Good ODR systems are ideal for situations involving large volumes of low-dollar issues.  In many e-commerce disputes, the parties are not in the same geographic area and there is no court system that can effectively manage these disputes.  ODR is especially well-suited for problems that can be easily sorted into clear categories such as non-delivery, damaged products, billing discrepancies, etc.  This enables system designers to create automated “wizards” to guide people efficiently through steps to identify problems and resolve them.

Overview of the Book

I really like The New Handshake because it does a good job of explaining problems with the status quo, suggesting how ODR can improve handling of consumer problems, and identifying challenges in implementing ODR systems.  Here’s a description of the book, which is

designed to help ODR systems designers, online merchants, payment providers, marketplaces (both tangible goods and services), customer experience designers, lawyers, judges, students, consumer advocates, and policymakers envision and build the next generation of consumer protection.  The aim of the book is to provide a context and blueprint for a next-generation consumer-focused redress process that will benefit both consumers and merchants, as well as to help update consumer protection programs to meet the needs and expectations of modern consumers.

This book describes the challenges facing consumers in e-commerce, discusses current strategies for addressing those challenges, details new approaches coming out of e-commerce and ODR, and then offers a design for a consumer-focused global online redress system to achieve those ends.  The book then applies this design to several case studies and concludes with a recommended agenda for action.

Part 1 focuses on where we are now.  It examines the lack of consumer remedies and customer care in B2C [business-to-consumer] e-commerce.  It considers why consumers rarely pursue remedies on purchase complaints and explains how this dynamic undermines economic efficiency and consumer trust.  It also details how these market dynamics foster contractual discrimination and enable companies to avoid consumer protection regulations.  It then examines what consumers really want from their online redress processes.  Finally, it analyzes the lessons learned from eBay’s efforts to bolster consumer trust through the creation of a comprehensive system for resolving disputes between buyers and sellers.

Part 2 then looks at the need for resolutions from both the merchant and consumer advocacy perspectives.

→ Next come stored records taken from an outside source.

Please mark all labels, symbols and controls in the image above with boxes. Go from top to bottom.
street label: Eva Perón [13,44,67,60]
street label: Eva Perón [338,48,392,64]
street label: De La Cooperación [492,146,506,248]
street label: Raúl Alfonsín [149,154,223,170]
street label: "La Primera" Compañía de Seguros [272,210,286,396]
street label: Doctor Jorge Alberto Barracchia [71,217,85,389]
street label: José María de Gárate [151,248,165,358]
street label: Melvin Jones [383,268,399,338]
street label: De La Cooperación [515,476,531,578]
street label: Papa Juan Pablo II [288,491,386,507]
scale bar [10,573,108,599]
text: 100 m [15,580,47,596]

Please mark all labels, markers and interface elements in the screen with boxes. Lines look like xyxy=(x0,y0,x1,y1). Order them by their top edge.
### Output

It lays out the business case for merchant investments in resolution processes, calculating the value of investments in resolutions, focusing especially on reducing costs and increasing future transaction volume.  It then discusses how resolution data transparency can benefit consumer protection authorities, consumer advocacy organizations, and policymakers.  Finally, it outlines ethical standards that must undergird any process that hopes to be efficient and effective over the long term.

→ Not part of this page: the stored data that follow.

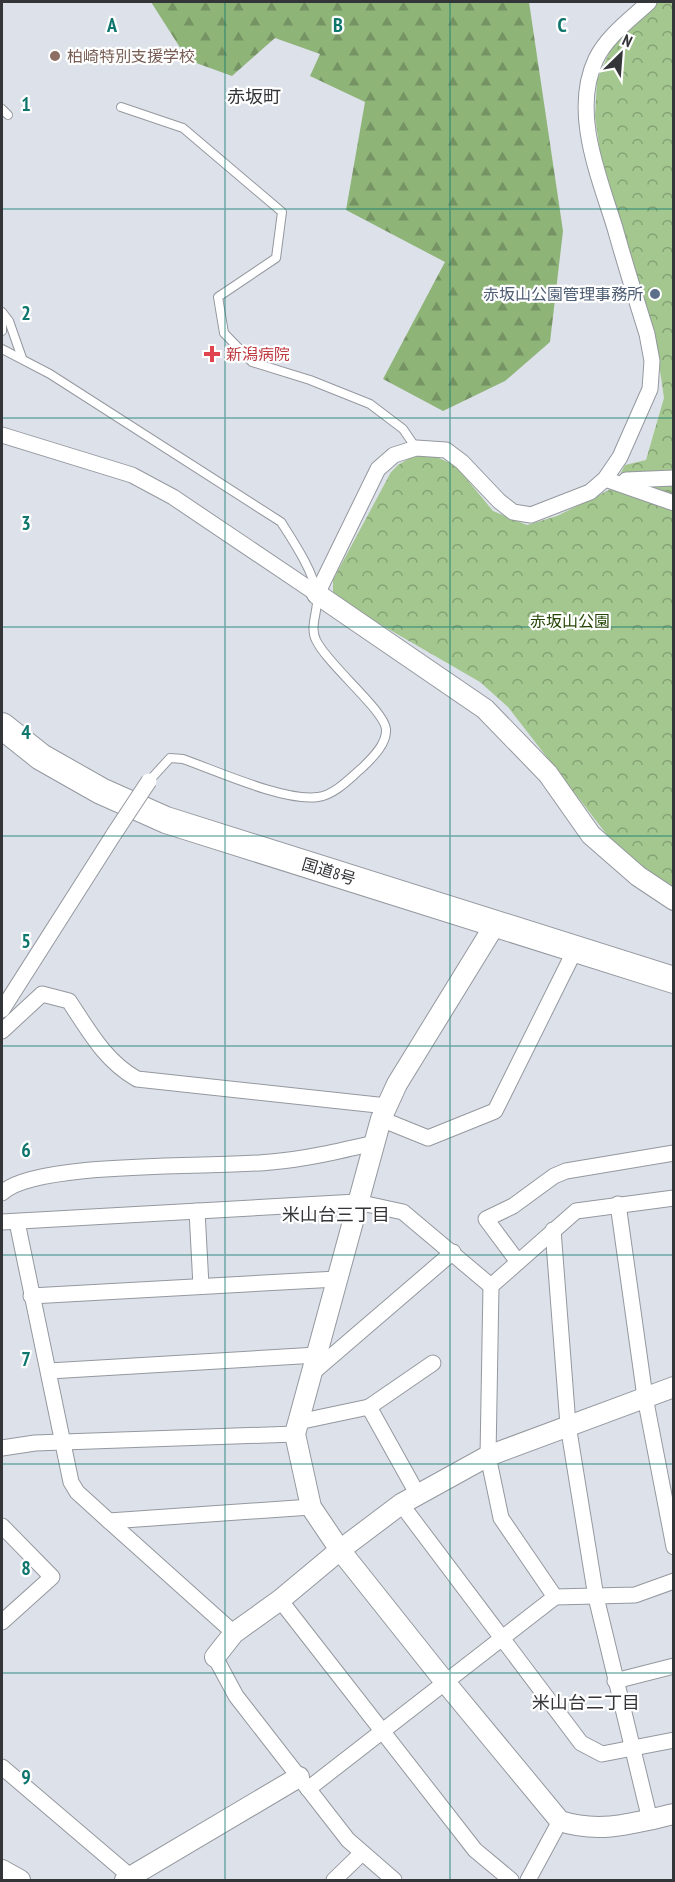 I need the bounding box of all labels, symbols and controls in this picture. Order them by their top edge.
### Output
text: A [106,12,118,38]
text: B [333,12,343,38]
text: C [557,12,567,38]
north arrow [591,24,651,84]
text: N [619,30,635,51]
place label: 柏崎特別支援学校 [67,46,195,66]
marker: 柏崎特別支援学校 [48,49,62,63]
district label: 赤坂町 [227,85,281,108]
text: 1 [21,91,31,117]
place label: 赤坂山公園管理事務所 [483,284,643,304]
marker: 赤坂山公園管理事務所 [648,287,662,301]
text: 2 [21,300,31,326]
place label: 新潟病院 [226,344,290,364]
marker: 新潟病院 [203,345,221,363]
text: 3 [21,510,31,536]
park label: 赤坂山公園 [530,611,610,631]
text: 4 [21,719,31,745]
street label: 国道8号 [300,853,358,889]
text: 5 [21,928,31,954]
text: 6 [21,1137,31,1163]
district label: 米山台三丁目 [282,1203,390,1226]
text: 7 [21,1346,31,1372]
text: 8 [21,1555,31,1581]
district label: 米山台二丁目 [532,1691,640,1714]
text: 9 [21,1764,31,1790] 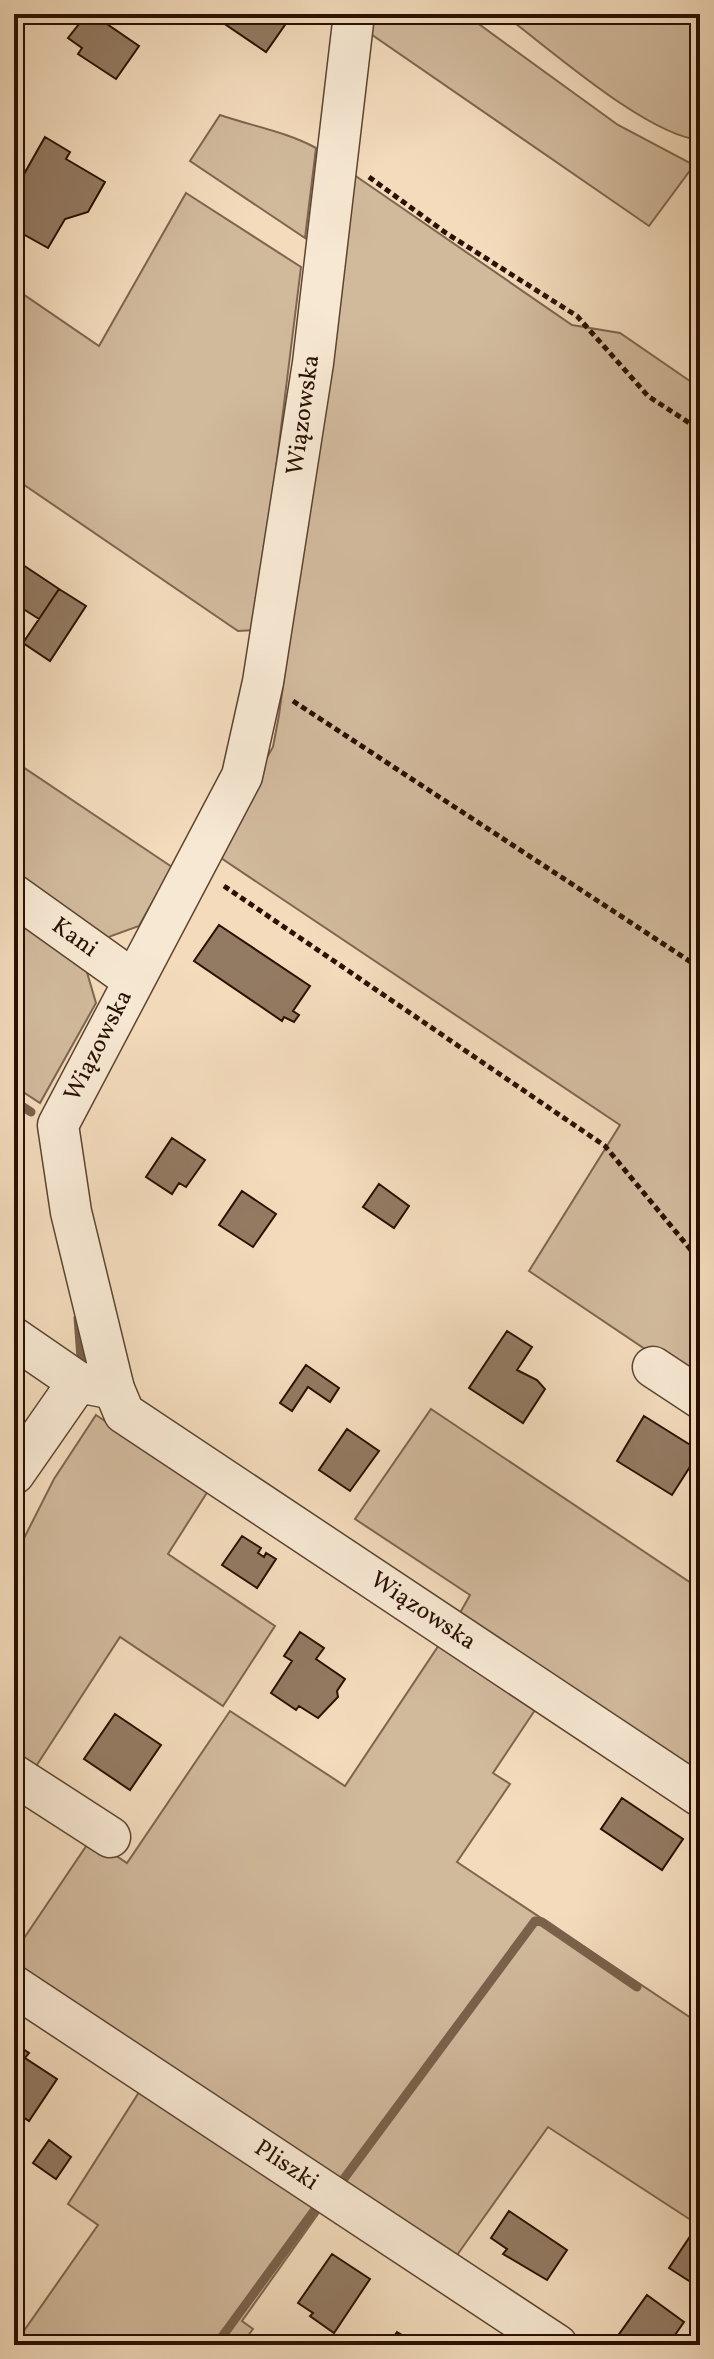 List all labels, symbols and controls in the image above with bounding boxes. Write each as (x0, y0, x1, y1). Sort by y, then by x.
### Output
street label: Wiązowska (279, 353, 329, 477)
street label: Kani (44, 910, 104, 966)
street label: Wiązowska (56, 984, 142, 1108)
street label: Wiązowska (363, 1564, 483, 1659)
street label: Pliszki (247, 2132, 325, 2200) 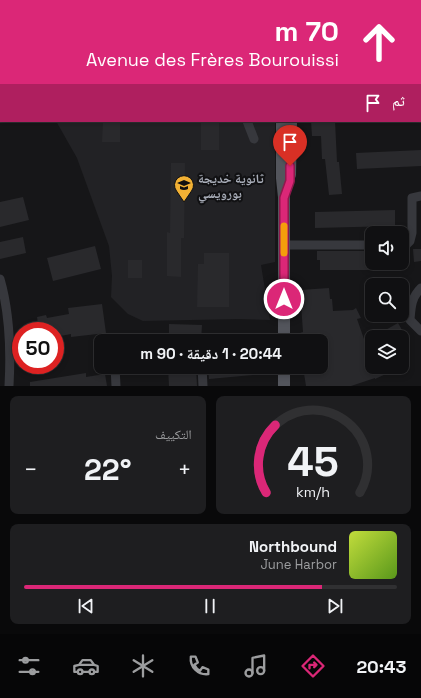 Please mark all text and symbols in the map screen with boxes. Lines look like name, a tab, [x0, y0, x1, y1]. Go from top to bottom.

Part 3 distills these observations into a specific set of design criteria. It examines the power imbalances an effective systems design must address to be truly fast and fair.  It then details a specific proposed design for a global e-commerce ODR that addresses the challenges facing consumers and merchants in B2C transactions.  This part then presents a series of next steps toward making this proposed system a reality and risk factors that could cause the design to fail to achieve its objectives.  It then applies the proposed design to a variety of case studies to illustrate how it will work in practice.  In conclusion, the book examines what tools and technologies may emerge in the future to make the system more accessible and effective over time.

Creating Value with ODR

I bet that every reader has had some extremely maddening consumer experiences trying to resolve problems with purchased goods or services.  Although calling customer service agents sometimes can be satisfying and efficient, the experience often is frustrating, time-consuming, and ultimately ineffective.  You wouldn’t consider going to small claims court except in very unusual situations.  Government consumer protection agencies and class action lawsuits often aren’t available at all or are ineffective for solving consumers’ problems.  So sometimes you are just stuck.  Indeed, some businesses use these systems to avoid redressing problems unless consumers are especially determined, i.e., if they are “squeaky wheels.”

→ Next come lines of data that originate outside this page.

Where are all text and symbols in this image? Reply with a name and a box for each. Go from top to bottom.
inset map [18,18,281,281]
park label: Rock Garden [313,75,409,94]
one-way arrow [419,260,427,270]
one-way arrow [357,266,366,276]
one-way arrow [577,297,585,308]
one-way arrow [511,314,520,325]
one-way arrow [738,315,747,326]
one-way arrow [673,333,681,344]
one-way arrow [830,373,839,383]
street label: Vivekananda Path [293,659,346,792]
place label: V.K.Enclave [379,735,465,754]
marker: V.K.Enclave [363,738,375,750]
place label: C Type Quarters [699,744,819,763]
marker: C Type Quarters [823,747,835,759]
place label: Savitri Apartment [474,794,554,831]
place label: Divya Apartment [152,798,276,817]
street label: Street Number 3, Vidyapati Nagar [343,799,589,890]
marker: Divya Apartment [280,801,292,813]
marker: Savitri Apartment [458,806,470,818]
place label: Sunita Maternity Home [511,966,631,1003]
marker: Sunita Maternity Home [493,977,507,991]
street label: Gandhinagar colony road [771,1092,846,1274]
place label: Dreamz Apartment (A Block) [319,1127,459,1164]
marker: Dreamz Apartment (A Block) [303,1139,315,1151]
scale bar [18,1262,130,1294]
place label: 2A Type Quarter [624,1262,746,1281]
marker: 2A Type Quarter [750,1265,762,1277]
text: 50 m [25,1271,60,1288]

Enlightened businesses realize that it is in their economic self-interest to provide satisfying dispute resolution processes for consumers.  eBay developed an ODR system addressing consumers’ interests and found that it increased sales (compared with consumers who didn’t have a dispute).  Even consumers who used the system and received an unfavorable result generated increased sales compared with consumers who didn’t have a dispute.

On reflection, this finding isn’t as surprising as it might seem at first.  eBay and its customers have an interest in maintaining a good long-term relationship.  Certainly eBay wants customers to continue buying things on its website.  Customers know that problems happen and get reassured when they feel that the resolution process satisfies their procedural interests.  This makes them more willing to buy again from eBay, with some confidence that problems will get worked out.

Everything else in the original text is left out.